Israel Helm (c. 1630- c. 1701) was a colonist and soldier in New Sweden who became one of the first settlers in the area of Philadelphia, PA.

==Biography==
Israel Åkesson was born around 1630 and would later adopt the surname Helm. He came to New Sweden with his father, Åke Vilhelm Karl Israelson, in 1641. His father died during the trip and he probably became a ward of Governor Printz when he arrived at New Sweden in 1643. He became a soldier in 1648, and accompanied Printz back to Sweden in this capacity in 1653.

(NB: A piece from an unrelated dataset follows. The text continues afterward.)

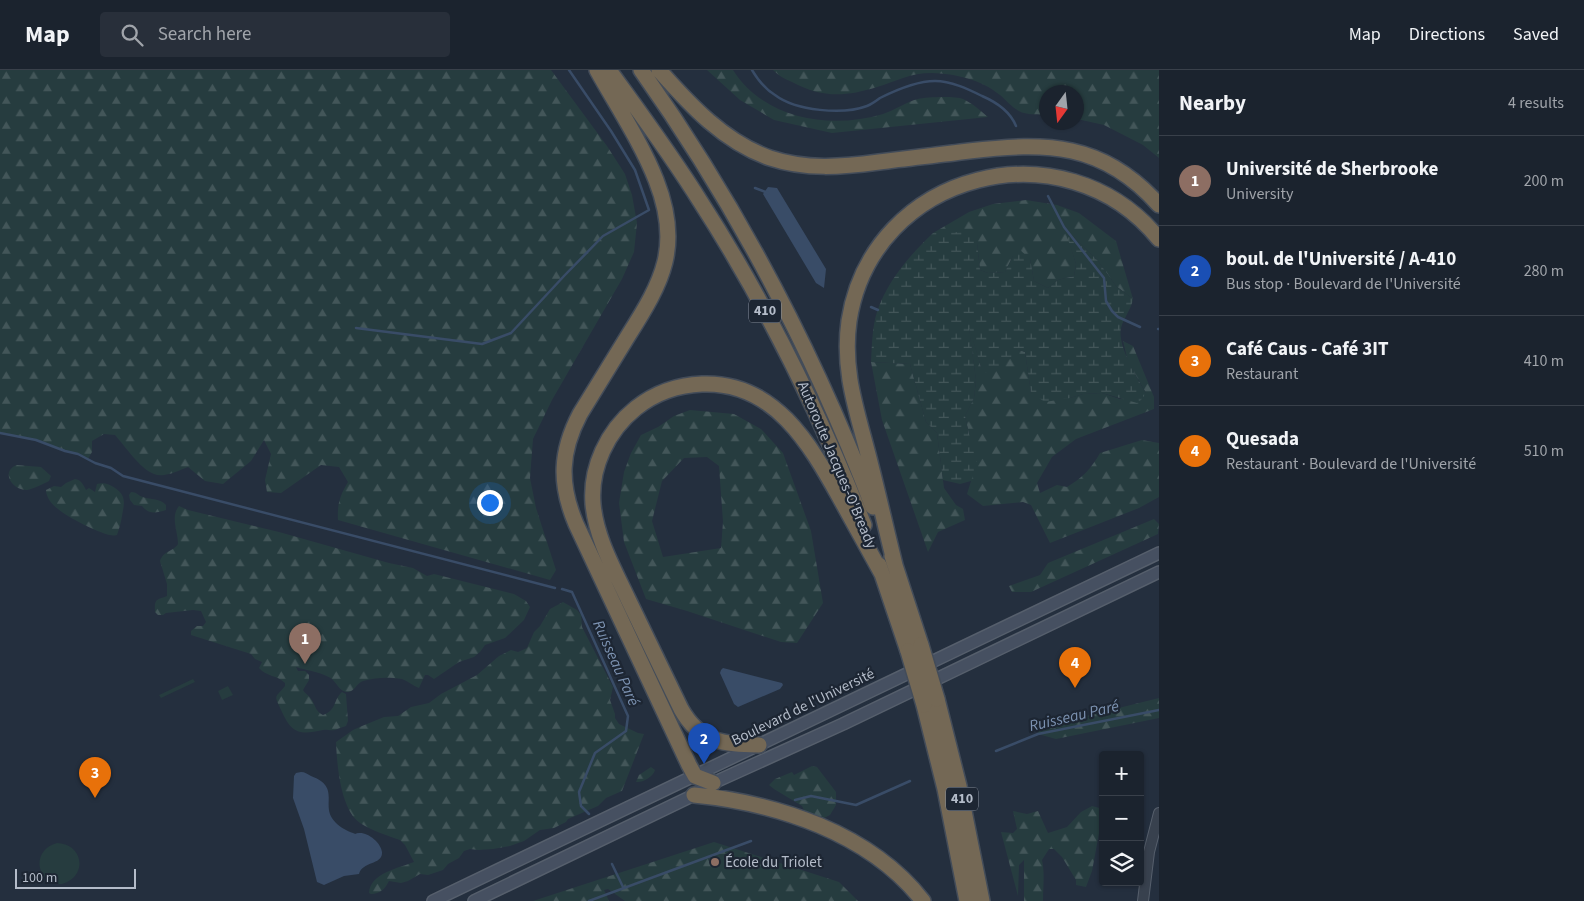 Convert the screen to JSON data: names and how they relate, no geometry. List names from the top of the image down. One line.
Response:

The Swedish settlement was incorporated into New Netherland in 1655. Åkesson subsequently returned and probably settled on Tinicum Island in Pennsylvania. The island was sold to Dutch merchant Joost de la Grange (1623–1664) in 1662. Åkesson later traveled back to Sweden where he recruited settlers and returned with them in 1663. Thirty-two Finns arrived on board the "Purmerlander Kerck " and were settled at Feren Hook on south side of Christina River.

As a reward, he received from the Dutch governor a monopoly on the fur trade in Pennsylvania and in 1664 was entitled to become a justice replacing Mats Hansson (1612–1663) on the Upland Court where he served until 1681. By this time, his military rank had risen to captain, and he had adopted the surname Helm.

In his trading with the local American Indians, he learned their language, and was frequently employed as an interpreter. He acted as such in 1675 at the conference between English Gov. Sir Edmund Andros, the magistrates of New Castle, Delaware, and the Lenape sachems of New Jersey, when their treaty of peace was renewed.

In 1677, he was living in Gloucester County, New Jersey, where he remained for the rest of his life. He died during 1701 and was buried with his wife on Tinicum Island.